# [Description of the task]
Given the entries below, copy each of them out exactly.

Data for the task below:

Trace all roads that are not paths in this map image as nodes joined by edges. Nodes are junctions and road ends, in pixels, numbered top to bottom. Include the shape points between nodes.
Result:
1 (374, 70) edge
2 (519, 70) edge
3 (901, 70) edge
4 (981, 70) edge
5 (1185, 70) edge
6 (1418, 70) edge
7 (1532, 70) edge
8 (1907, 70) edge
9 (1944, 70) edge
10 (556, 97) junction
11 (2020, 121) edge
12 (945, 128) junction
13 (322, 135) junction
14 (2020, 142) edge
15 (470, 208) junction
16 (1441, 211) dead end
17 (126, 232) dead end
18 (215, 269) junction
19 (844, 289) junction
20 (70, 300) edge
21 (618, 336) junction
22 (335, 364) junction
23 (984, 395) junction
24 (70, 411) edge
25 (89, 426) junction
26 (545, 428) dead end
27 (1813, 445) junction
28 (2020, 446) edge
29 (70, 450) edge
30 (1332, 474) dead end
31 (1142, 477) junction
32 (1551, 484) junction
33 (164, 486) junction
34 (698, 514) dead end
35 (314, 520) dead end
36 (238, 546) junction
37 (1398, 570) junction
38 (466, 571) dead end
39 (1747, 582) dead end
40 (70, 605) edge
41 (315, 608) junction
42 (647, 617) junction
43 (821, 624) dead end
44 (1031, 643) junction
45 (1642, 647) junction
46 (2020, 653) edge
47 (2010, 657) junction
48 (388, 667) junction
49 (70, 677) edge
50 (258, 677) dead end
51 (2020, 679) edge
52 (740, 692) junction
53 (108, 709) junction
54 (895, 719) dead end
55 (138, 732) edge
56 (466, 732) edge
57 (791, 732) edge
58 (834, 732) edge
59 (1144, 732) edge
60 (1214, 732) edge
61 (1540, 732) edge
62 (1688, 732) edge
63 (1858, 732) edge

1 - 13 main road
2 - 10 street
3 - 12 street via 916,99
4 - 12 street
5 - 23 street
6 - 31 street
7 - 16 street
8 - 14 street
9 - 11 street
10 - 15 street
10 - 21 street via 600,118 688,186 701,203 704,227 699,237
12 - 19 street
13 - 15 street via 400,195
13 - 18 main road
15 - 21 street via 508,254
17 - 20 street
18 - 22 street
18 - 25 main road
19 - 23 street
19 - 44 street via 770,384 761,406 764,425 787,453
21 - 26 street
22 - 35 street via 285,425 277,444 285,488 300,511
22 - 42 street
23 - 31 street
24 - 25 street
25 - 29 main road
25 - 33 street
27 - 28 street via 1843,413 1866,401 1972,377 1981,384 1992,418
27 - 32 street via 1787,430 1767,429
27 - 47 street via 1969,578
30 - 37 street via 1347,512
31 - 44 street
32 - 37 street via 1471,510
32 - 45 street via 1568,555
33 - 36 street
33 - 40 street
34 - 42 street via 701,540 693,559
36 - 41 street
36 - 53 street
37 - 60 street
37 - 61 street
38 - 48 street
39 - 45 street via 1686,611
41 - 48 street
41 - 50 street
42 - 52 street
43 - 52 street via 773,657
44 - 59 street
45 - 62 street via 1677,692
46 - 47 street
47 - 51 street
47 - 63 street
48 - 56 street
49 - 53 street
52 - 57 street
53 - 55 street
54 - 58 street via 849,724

End of Data for the task.

# [Exercise answer]
Trace all roads that are not paths in this map image as nodes joined by edges. Nodes are junctions and road ends, in pixels, numbered top to bottom. Include the shape points between nodes.
Result:
1 (374, 70) edge
2 (519, 70) edge
3 (901, 70) edge
4 (981, 70) edge
5 (1185, 70) edge
6 (1418, 70) edge
7 (1532, 70) edge
8 (1907, 70) edge
9 (1944, 70) edge
10 (556, 97) junction
11 (2020, 121) edge
12 (945, 128) junction
13 (322, 135) junction
14 (2020, 142) edge
15 (470, 208) junction
16 (1441, 211) dead end
17 (126, 232) dead end
18 (215, 269) junction
19 (844, 289) junction
20 (70, 300) edge
21 (618, 336) junction
22 (335, 364) junction
23 (984, 395) junction
24 (70, 411) edge
25 (89, 426) junction
26 (545, 428) dead end
27 (1813, 445) junction
28 (2020, 446) edge
29 (70, 450) edge
30 (1332, 474) dead end
31 (1142, 477) junction
32 (1551, 484) junction
33 (164, 486) junction
34 (698, 514) dead end
35 (314, 520) dead end
36 (238, 546) junction
37 (1398, 570) junction
38 (466, 571) dead end
39 (1747, 582) dead end
40 (70, 605) edge
41 (315, 608) junction
42 (647, 617) junction
43 (821, 624) dead end
44 (1031, 643) junction
45 (1642, 647) junction
46 (2020, 653) edge
47 (2010, 657) junction
48 (388, 667) junction
49 (70, 677) edge
50 (258, 677) dead end
51 (2020, 679) edge
52 (740, 692) junction
53 (108, 709) junction
54 (895, 719) dead end
55 (138, 732) edge
56 (466, 732) edge
57 (791, 732) edge
58 (834, 732) edge
59 (1144, 732) edge
60 (1214, 732) edge
61 (1540, 732) edge
62 (1688, 732) edge
63 (1858, 732) edge

1 - 13 main road
2 - 10 street
3 - 12 street via 916,99
4 - 12 street
5 - 23 street
6 - 31 street
7 - 16 street
8 - 14 street
9 - 11 street
10 - 15 street
10 - 21 street via 600,118 688,186 701,203 704,227 699,237
12 - 19 street
13 - 15 street via 400,195
13 - 18 main road
15 - 21 street via 508,254
17 - 20 street
18 - 22 street
18 - 25 main road
19 - 23 street
19 - 44 street via 770,384 761,406 764,425 787,453
21 - 26 street
22 - 35 street via 285,425 277,444 285,488 300,511
22 - 42 street
23 - 31 street
24 - 25 street
25 - 29 main road
25 - 33 street
27 - 28 street via 1843,413 1866,401 1972,377 1981,384 1992,418
27 - 32 street via 1787,430 1767,429
27 - 47 street via 1969,578
30 - 37 street via 1347,512
31 - 44 street
32 - 37 street via 1471,510
32 - 45 street via 1568,555
33 - 36 street
33 - 40 street
34 - 42 street via 701,540 693,559
36 - 41 street
36 - 53 street
37 - 60 street
37 - 61 street
38 - 48 street
39 - 45 street via 1686,611
41 - 48 street
41 - 50 street
42 - 52 street
43 - 52 street via 773,657
44 - 59 street
45 - 62 street via 1677,692
46 - 47 street
47 - 51 street
47 - 63 street
48 - 56 street
49 - 53 street
52 - 57 street
53 - 55 street
54 - 58 street via 849,724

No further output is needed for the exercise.